(DATA IN THIS EXERCISE begins)
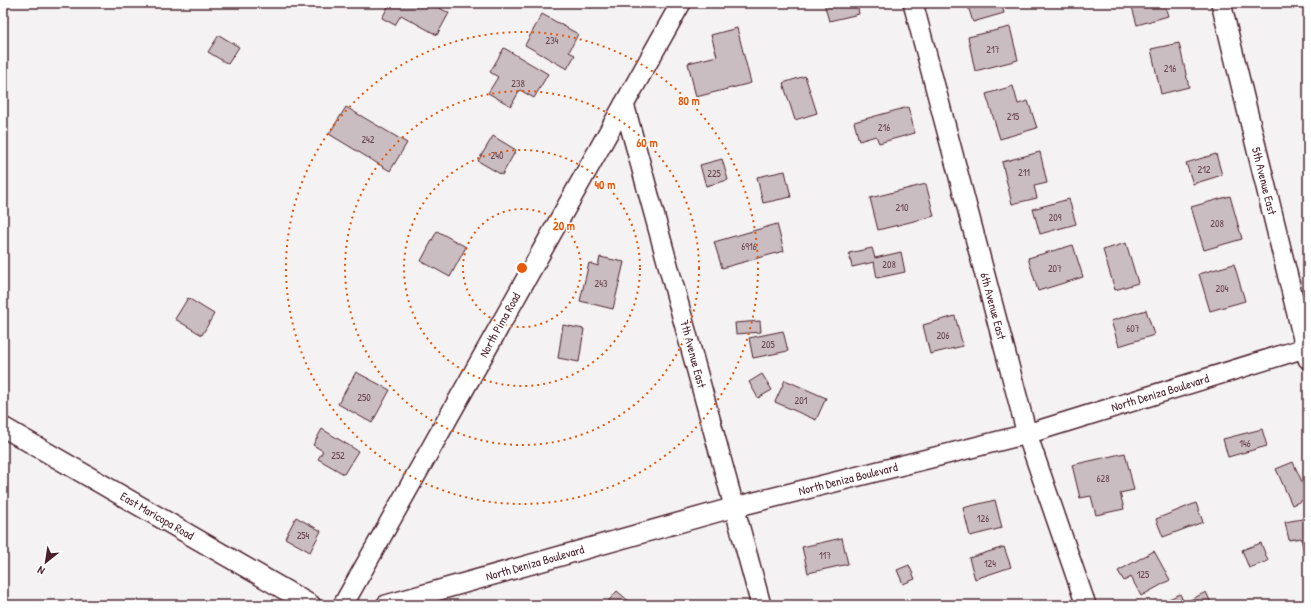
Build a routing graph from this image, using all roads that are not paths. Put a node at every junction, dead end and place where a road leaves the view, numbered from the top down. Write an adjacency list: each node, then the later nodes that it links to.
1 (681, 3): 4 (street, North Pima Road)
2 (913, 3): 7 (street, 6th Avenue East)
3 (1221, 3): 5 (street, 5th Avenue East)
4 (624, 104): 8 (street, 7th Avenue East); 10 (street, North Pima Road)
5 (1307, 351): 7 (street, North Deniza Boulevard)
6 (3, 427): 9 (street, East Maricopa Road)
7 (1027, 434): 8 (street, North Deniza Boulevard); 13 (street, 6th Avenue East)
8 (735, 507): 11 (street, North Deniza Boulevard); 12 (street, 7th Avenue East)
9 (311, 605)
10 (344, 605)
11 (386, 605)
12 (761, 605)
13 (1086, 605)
(DATA IN THIS EXERCISE ends)
» WHAT YOU NEED TO DO: Please transcribe the entries exactly, omitting the images.

» RESULT OF THE TASK:
Build a routing graph from this image, using all roads that are not paths. Put a node at every junction, dead end and place where a road leaves the view, numbered from the top down. Write an adjacency list: each node, then the later nodes that it links to.
1 (681, 3): 4 (street, North Pima Road)
2 (913, 3): 7 (street, 6th Avenue East)
3 (1221, 3): 5 (street, 5th Avenue East)
4 (624, 104): 8 (street, 7th Avenue East); 10 (street, North Pima Road)
5 (1307, 351): 7 (street, North Deniza Boulevard)
6 (3, 427): 9 (street, East Maricopa Road)
7 (1027, 434): 8 (street, North Deniza Boulevard); 13 (street, 6th Avenue East)
8 (735, 507): 11 (street, North Deniza Boulevard); 12 (street, 7th Avenue East)
9 (311, 605)
10 (344, 605)
11 (386, 605)
12 (761, 605)
13 (1086, 605)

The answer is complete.